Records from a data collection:
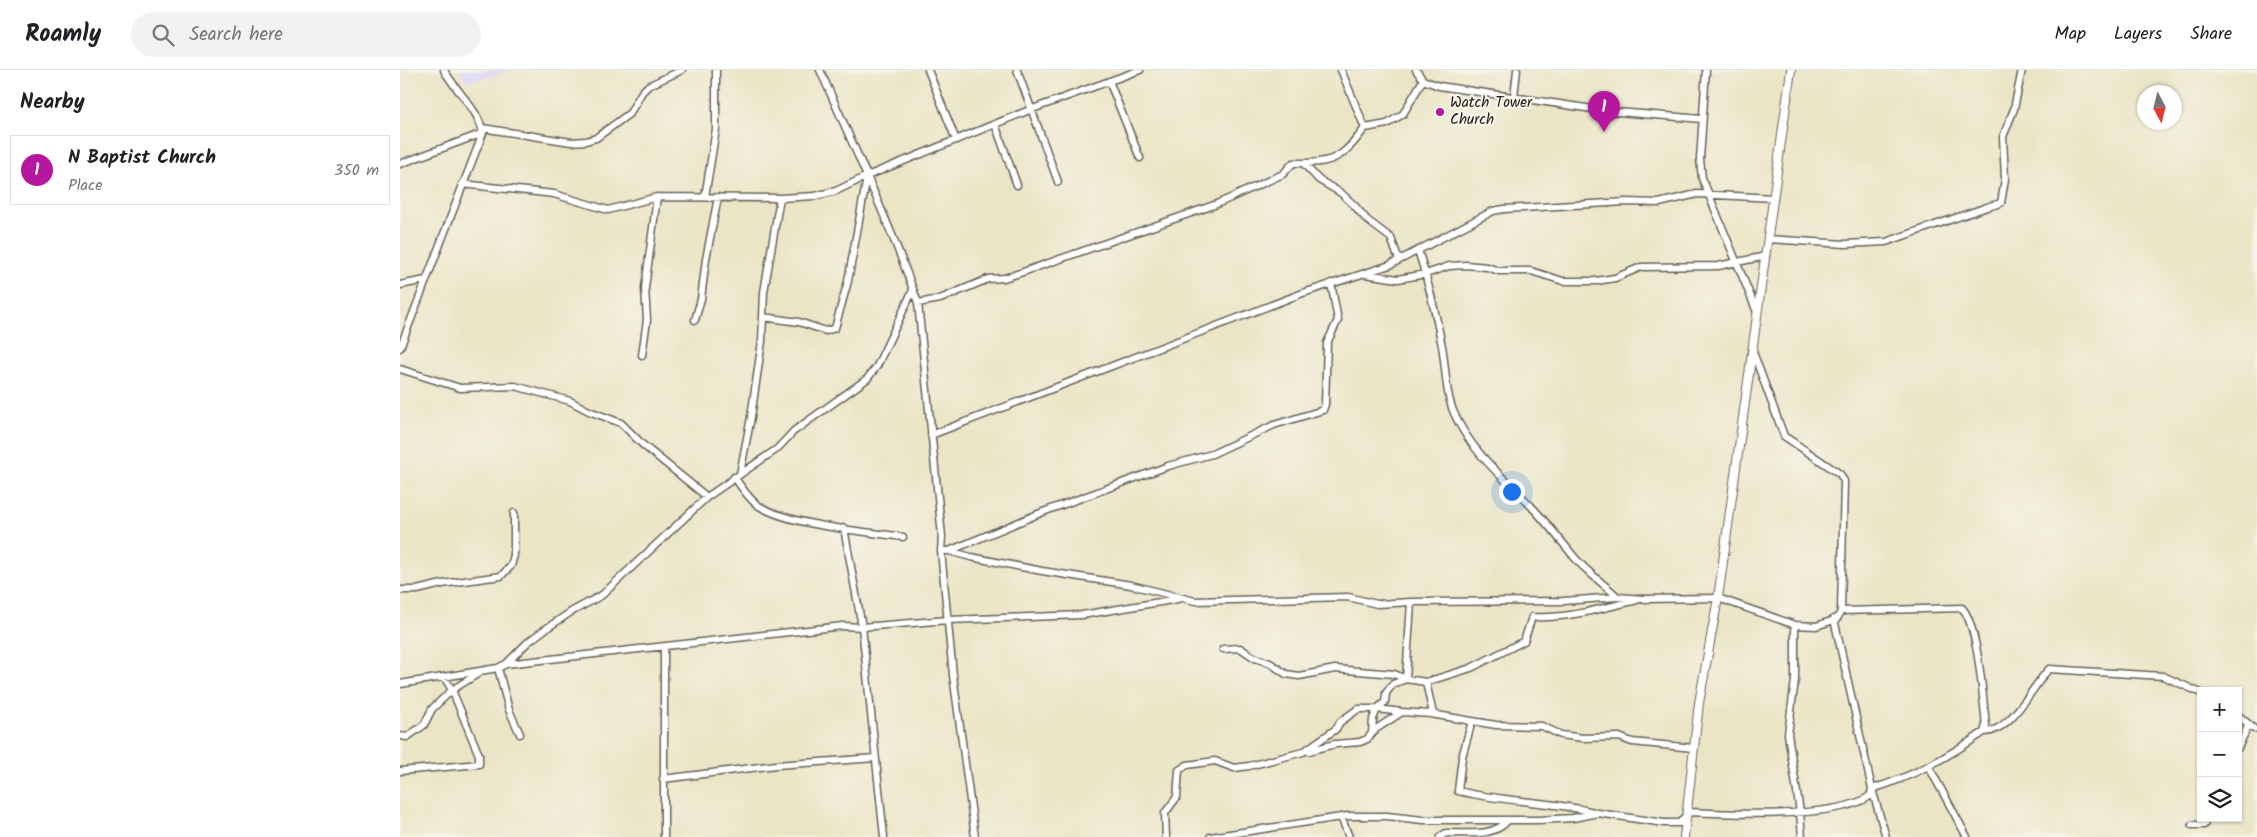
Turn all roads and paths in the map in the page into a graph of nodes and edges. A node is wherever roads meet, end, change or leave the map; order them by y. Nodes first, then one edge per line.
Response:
1 (444, 70) edge
2 (682, 70) edge
3 (716, 70) edge
4 (820, 70) edge
5 (928, 70) edge
6 (1017, 70) edge
7 (1140, 70) edge
8 (1341, 70) edge
9 (1416, 70) edge
10 (1516, 70) edge
11 (1706, 70) edge
12 (1791, 70) edge
13 (2022, 70) edge
14 (1424, 80) junction
15 (1109, 81) junction
16 (1514, 97) junction
17 (1032, 110) junction
18 (1702, 119) junction
19 (995, 124) junction
20 (1365, 128) junction
21 (482, 131) junction
22 (956, 140) junction
23 (1140, 158) dead end
24 (400, 164) edge
25 (1304, 164) junction
26 (867, 176) junction
27 (1058, 182) dead end
28 (462, 184) junction
29 (1017, 185) dead end
30 (1707, 194) junction
31 (705, 196) junction
32 (657, 197) junction
33 (718, 197) junction
34 (780, 198) junction
35 (1774, 198) junction
36 (1768, 240) junction
37 (1418, 250) junction
38 (1766, 256) junction
39 (1399, 260) junction
40 (1738, 262) junction
41 (1363, 274) junction
42 (1426, 274) junction
43 (426, 280) junction
44 (1331, 283) junction
45 (400, 285) edge
46 (913, 290) junction
47 (918, 303) junction
48 (1758, 314) junction
49 (763, 317) junction
50 (695, 320) dead end
51 (400, 348) edge
52 (1752, 351) junction
53 (642, 355) dead end
54 (400, 369) edge
55 (931, 435) junction
56 (737, 475) junction
57 (707, 497) junction
58 (514, 513) dead end
59 (844, 528) junction
60 (903, 538) dead end
61 (941, 551) junction
62 (949, 551) junction
63 (400, 590) edge
64 (1618, 597) junction
65 (1718, 598) junction
66 (1182, 599) junction
67 (1644, 599) junction
68 (1411, 602) junction
69 (1841, 611) junction
70 (1834, 619) junction
71 (948, 620) junction
72 (1795, 625) junction
73 (862, 627) junction
74 (664, 647) junction
75 (1223, 649) dead end
76 (506, 664) junction
77 (498, 668) junction
78 (480, 672) junction
79 (444, 677) junction
80 (1406, 679) junction
81 (1426, 682) junction
82 (400, 684) edge
83 (452, 690) junction
84 (2197, 690) edge
85 (1377, 709) junction
86 (1402, 712) junction
87 (1433, 714) junction
88 (2242, 718) edge
89 (1472, 721) junction
90 (1372, 732) junction
91 (1984, 732) junction
92 (520, 734) dead end
93 (400, 736) edge
94 (2242, 741) edge
95 (1694, 748) junction
96 (1303, 752) junction
97 (876, 758) junction
98 (1929, 767) junction
99 (400, 771) edge
100 (663, 779) junction
101 (1872, 788) junction
102 (1688, 812) junction
103 (1800, 812) junction
104 (1598, 813) junction
105 (1341, 817) junction
106 (1508, 820) junction
107 (2205, 822) edge
108 (2192, 825) dead end
109 (664, 837) edge
110 (884, 837) edge
111 (975, 837) edge
112 (1166, 837) edge
113 (1210, 837) edge
114 (1349, 837) edge
115 (1440, 837) edge
116 (1684, 837) edge
117 (1802, 837) edge
118 (1886, 837) edge
119 (1967, 837) edge

1 - 21 street
2 - 21 street
3 - 31 street
4 - 26 street
5 - 22 street
6 - 17 street
7 - 15 street
8 - 20 street
9 - 14 street
10 - 16 street
11 - 18 street
12 - 35 street
13 - 36 street
14 - 16 street
14 - 20 street
15 - 17 street
15 - 23 street
16 - 18 street
17 - 19 street
17 - 27 street
18 - 30 street
19 - 22 street
19 - 29 street
20 - 25 street
21 - 24 street
21 - 28 street
22 - 26 street
25 - 39 street
25 - 47 street
26 - 34 street
26 - 46 street
26 - 49 street
28 - 32 street
28 - 43 street
30 - 35 street
30 - 37 street
30 - 40 street
31 - 32 street
31 - 33 street
32 - 53 street
33 - 34 street
33 - 50 street
34 - 49 street
35 - 36 street
36 - 38 street
37 - 39 street
37 - 42 street
38 - 40 street
38 - 48 street
39 - 41 street
40 - 42 street
40 - 48 street
41 - 42 street
41 - 44 street
42 - 64 street
43 - 45 street
43 - 51 street
44 - 55 street
44 - 62 street
46 - 47 street
46 - 56 street
47 - 55 street
48 - 52 street
49 - 56 street
52 - 65 street
52 - 69 street
54 - 57 street
55 - 61 street
56 - 57 street
56 - 59 street
57 - 76 street
58 - 63 street
59 - 60 street
59 - 73 street
61 - 62 street
61 - 71 street
62 - 66 street
64 - 67 street
64 - 68 street
65 - 67 street
65 - 72 street
65 - 95 street
66 - 68 street
66 - 71 street
67 - 81 street
68 - 80 street
69 - 70 street
69 - 91 street
70 - 72 street
70 - 101 street
71 - 73 street
71 - 111 street
72 - 103 street
73 - 74 street
73 - 97 street
74 - 76 street
74 - 100 street
75 - 80 street
76 - 77 street
77 - 78 street
77 - 92 street
78 - 79 street
78 - 83 street
79 - 82 street
79 - 83 street
80 - 81 street
80 - 85 street
81 - 87 street
83 - 93 street
83 - 99 street
84 - 91 street
85 - 86 street
85 - 90 street
85 - 96 street
86 - 87 street
86 - 90 street
87 - 89 street
88 - 94 street
89 - 95 street
89 - 104 street
90 - 96 street
91 - 98 street
95 - 102 street
96 - 112 street
97 - 100 street
97 - 110 street
98 - 101 street
98 - 119 street
100 - 109 street
101 - 103 street
101 - 118 street
102 - 103 street
102 - 104 street
102 - 116 street
103 - 117 street
104 - 106 street
105 - 106 street
105 - 113 street
105 - 114 street
106 - 115 street
107 - 108 street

▸ Problem details
Working through the data above, find every line holding "dead" and copy it.

▸ Exercise result
23 (1140, 158) dead end
27 (1058, 182) dead end
29 (1017, 185) dead end
50 (695, 320) dead end
53 (642, 355) dead end
58 (514, 513) dead end
60 (903, 538) dead end
75 (1223, 649) dead end
92 (520, 734) dead end
108 (2192, 825) dead end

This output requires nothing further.